Problem description
Copy out each line of the data that includes the string "улица".
** Information given follows **
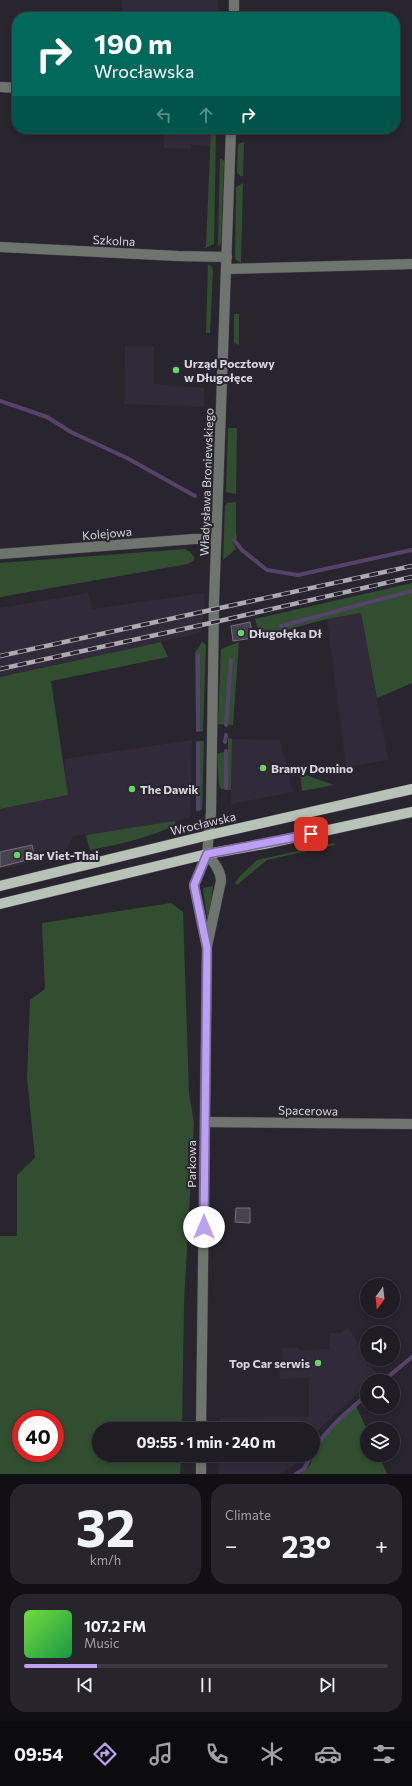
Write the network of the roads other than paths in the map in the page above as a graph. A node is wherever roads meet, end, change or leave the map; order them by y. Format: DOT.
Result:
graph roads {
  1 [pos="234,0"];
  2 [pos="234,12"];
  3 [pos="0,88"];
  4 [pos="12,88"];
  5 [pos="231,134"];
  6 [pos="0,247"];
  7 [pos="227,257"];
  8 [pos="412,264"];
  9 [pos="227,269"];
  10 [pos="216,539"];
  11 [pos="0,554"];
  12 [pos="412,789"];
  13 [pos="412,812"];
  14 [pos="209,835"];
  15 [pos="207,854"];
  16 [pos="0,886"];
  17 [pos="0,904"];
  18 [pos="207,948"];
  19 [pos="204,1122"];
  20 [pos="412,1124"];
  21 [pos="201,1422"];
  22 [pos="201,1462"];
  23 [pos="200,1474"];
  1 -- 2 [label="street"];
  3 -- 4 [label="street"];
  5 -- 7 [label="street, Władysława Broniewskiego"];
  6 -- 7 [label="street, Szkolna"];
  7 -- 9 [label="street, Władysława Broniewskiego"];
  8 -- 9 [label="street"];
  9 -- 10 [label="street, Władysława Broniewskiego"];
  10 -- 11 [label="street, Kolejowa"];
  10 -- 14 [label="street, Władysława Broniewskiego"];
  12 -- 14 [label="main road, Wrocławska"];
  13 -- 15 [label="main road"];
  14 -- 15 [label="street, Parkowa"];
  14 -- 16 [label="main road, Wrocławska"];
  15 -- 17 [label="main road"];
  15 -- 18 [label="street, Parkowa"];
  15 -- 18 [label="street, Parkowa"];
  18 -- 19 [label="street, Parkowa"];
  19 -- 20 [label="street, Spacerowa"];
  19 -- 21 [label="street, Parkowa"];
  22 -- 23 [label="street"];
}
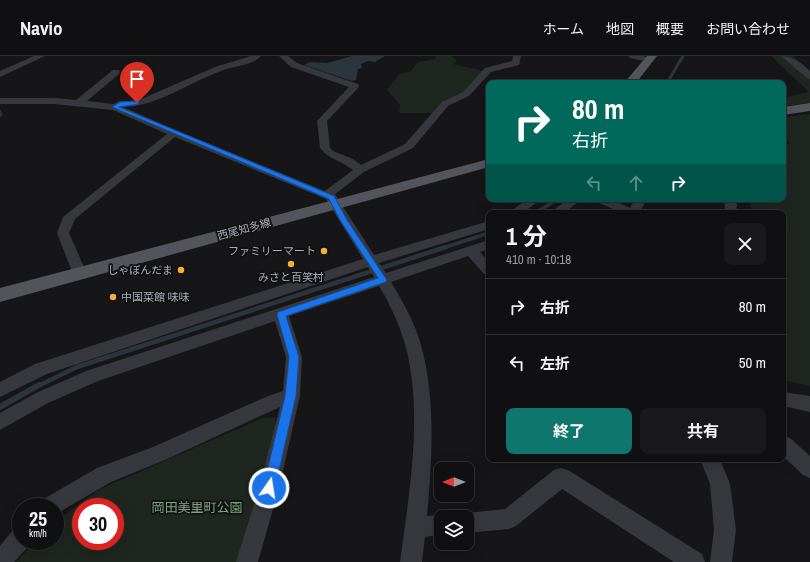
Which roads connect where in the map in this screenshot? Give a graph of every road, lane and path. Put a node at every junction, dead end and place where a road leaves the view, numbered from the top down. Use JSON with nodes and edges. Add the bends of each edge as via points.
{"nodes":[{"id":1,"x":41,"y":56,"type":"edge"},
{"id":2,"x":257,"y":56,"type":"edge"},
{"id":3,"x":283,"y":56,"type":"edge"},
{"id":4,"x":517,"y":56,"type":"edge"},
{"id":5,"x":633,"y":56,"type":"edge"},
{"id":6,"x":785,"y":56,"type":"edge"},
{"id":7,"x":650,"y":58,"type":"edge"},
{"id":8,"x":116,"y":72,"type":"dead end"},
{"id":9,"x":0,"y":74,"type":"edge"},
{"id":10,"x":810,"y":76,"type":"edge"},
{"id":11,"x":632,"y":80,"type":"edge"},
{"id":12,"x":0,"y":101,"type":"edge"},
{"id":13,"x":79,"y":103,"type":"junction"},
{"id":14,"x":115,"y":107,"type":"junction"},
{"id":15,"x":810,"y":107,"type":"edge"},
{"id":16,"x":786,"y":111,"type":"edge"},
{"id":17,"x":174,"y":133,"type":"junction"},
{"id":18,"x":486,"y":164,"type":"edge"},
{"id":19,"x":360,"y":170,"type":"junction"},
{"id":20,"x":332,"y":200,"type":"junction"},
{"id":21,"x":531,"y":202,"type":"edge"},
{"id":22,"x":572,"y":202,"type":"edge"},
{"id":23,"x":608,"y":202,"type":"edge"},
{"id":24,"x":519,"y":210,"type":"edge"},
{"id":25,"x":560,"y":210,"type":"edge"},
{"id":26,"x":626,"y":210,"type":"edge"},
{"id":27,"x":486,"y":226,"type":"edge"},
{"id":28,"x":486,"y":245,"type":"edge"},
{"id":29,"x":472,"y":251,"type":"junction"},
{"id":30,"x":486,"y":267,"type":"edge"},
{"id":31,"x":377,"y":271,"type":"junction"},
{"id":32,"x":80,"y":274,"type":"junction"},
{"id":33,"x":0,"y":295,"type":"edge"},
{"id":34,"x":281,"y":315,"type":"junction"},
{"id":35,"x":0,"y":390,"type":"edge"},
{"id":36,"x":291,"y":396,"type":"junction"},
{"id":37,"x":786,"y":400,"type":"edge"},
{"id":38,"x":810,"y":404,"type":"edge"},
{"id":39,"x":0,"y":422,"type":"edge"},
{"id":40,"x":786,"y":447,"type":"edge"},
{"id":41,"x":711,"y":462,"type":"edge"},
{"id":42,"x":810,"y":468,"type":"edge"},
{"id":43,"x":64,"y":498,"type":"edge"},
{"id":44,"x":474,"y":522,"type":"edge"},
{"id":45,"x":434,"y":526,"type":"edge"},
{"id":46,"x":415,"y":527,"type":"junction"},
{"id":47,"x":12,"y":548,"type":"edge"},
{"id":48,"x":0,"y":562,"type":"edge"},
{"id":49,"x":247,"y":562,"type":"edge"},
{"id":50,"x":411,"y":562,"type":"edge"},
{"id":51,"x":694,"y":562,"type":"edge"},
{"id":52,"x":722,"y":562,"type":"edge"}],
"edges":[{"from":1,"to":9,"type":"street"},
{"from":2,"to":14,"type":"street","via":[[218,69],[149,99]]},
{"from":3,"to":19,"type":"street","via":[[294,65],[355,86],[322,121],[325,148],[329,153],[349,161]]},
{"from":4,"to":19,"type":"street","via":[[516,63],[488,70],[466,94],[445,104],[420,130],[409,146]]},
{"from":5,"to":7,"type":"street"},
{"from":6,"to":10,"type":"street"},
{"from":7,"to":11,"type":"main road"},
{"from":8,"to":13,"type":"street"},
{"from":12,"to":13,"type":"street"},
{"from":13,"to":14,"type":"street"},
{"from":14,"to":17,"type":"street"},
{"from":15,"to":16,"type":"main road"},
{"from":17,"to":20,"type":"street"},
{"from":17,"to":32,"type":"street","via":[[69,217],[63,233]]},
{"from":18,"to":20,"type":"main road","name":"西尾知多線"},
{"from":19,"to":20,"type":"street"},
{"from":20,"to":31,"type":"street"},
{"from":20,"to":32,"type":"main road","name":"西尾知多線"},
{"from":21,"to":24,"type":"street"},
{"from":22,"to":25,"type":"street"},
{"from":23,"to":26,"type":"street"},
{"from":27,"to":31,"type":"street"},
{"from":28,"to":29,"type":"street"},
{"from":29,"to":30,"type":"street"},
{"from":29,"to":31,"type":"street"},
{"from":31,"to":34,"type":"street"},
{"from":31,"to":35,"type":"street","via":[[40,370]]},
{"from":31,"to":46,"type":"street","via":[[404,318],[419,371],[422,421]]},
{"from":32,"to":33,"type":"main road","name":"西尾知多線"},
{"from":34,"to":36,"type":"street","via":[[294,357]]},
{"from":34,"to":39,"type":"street","via":[[92,376],[42,398]]},
{"from":36,"to":43,"type":"street","via":[[274,401],[160,453],[104,475]]},
{"from":36,"to":49,"type":"street","via":[[269,488]]},
{"from":37,"to":38,"type":"street"},
{"from":40,"to":42,"type":"street"},
{"from":41,"to":52,"type":"street","via":[[720,484],[725,530]]},
{"from":44,"to":51,"type":"street","via":[[508,520],[561,477]]},
{"from":45,"to":46,"type":"street"},
{"from":46,"to":50,"type":"street"},
{"from":47,"to":48,"type":"street"}]}
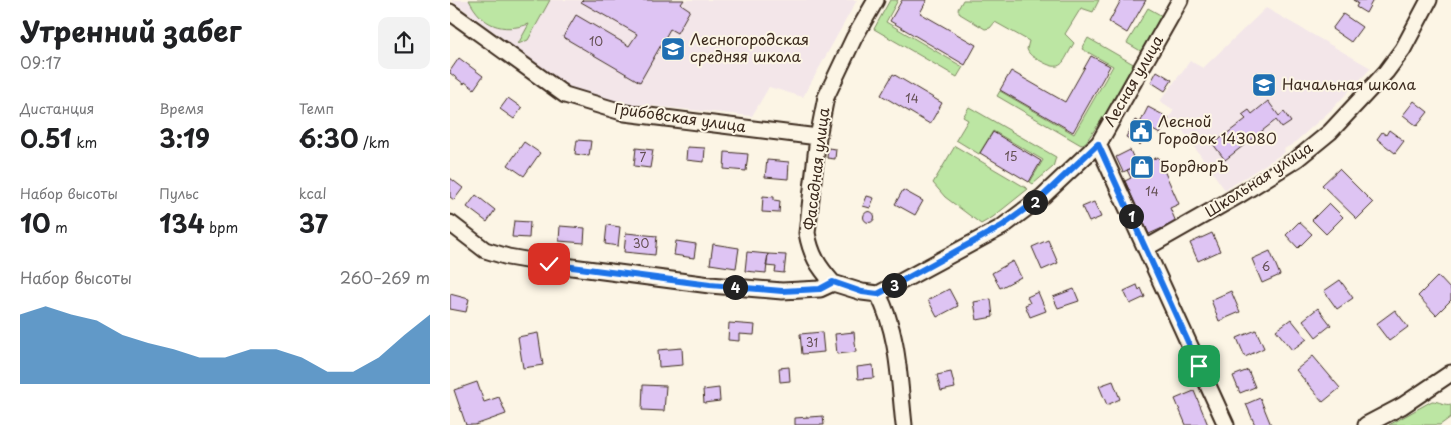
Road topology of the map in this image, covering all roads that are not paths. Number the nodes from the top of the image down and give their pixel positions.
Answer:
1 (876, 0) edge
2 (1180, 0) edge
3 (1429, 0) edge
4 (450, 12) edge
5 (818, 137) junction
6 (1098, 144) junction
7 (450, 223) edge
8 (1146, 248) junction
9 (833, 282) junction
10 (878, 294) junction
11 (1447, 379) edge
12 (904, 425) edge
13 (1226, 425) edge
14 (1366, 425) edge

1 - 5 street, Фасадная улица
2 - 6 street, Лесная улица
3 - 8 street, Школьная улица
4 - 5 street, Грибовская улица
5 - 9 street, Фасадная улица
6 - 8 street
6 - 10 street, Лесная улица
7 - 9 street
8 - 13 street
9 - 10 street
10 - 12 street
11 - 14 street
** End of Information given **
Expected answer
1 - 5 street, Фасадная улица
2 - 6 street, Лесная улица
3 - 8 street, Школьная улица
4 - 5 street, Грибовская улица
5 - 9 street, Фасадная улица
6 - 10 street, Лесная улица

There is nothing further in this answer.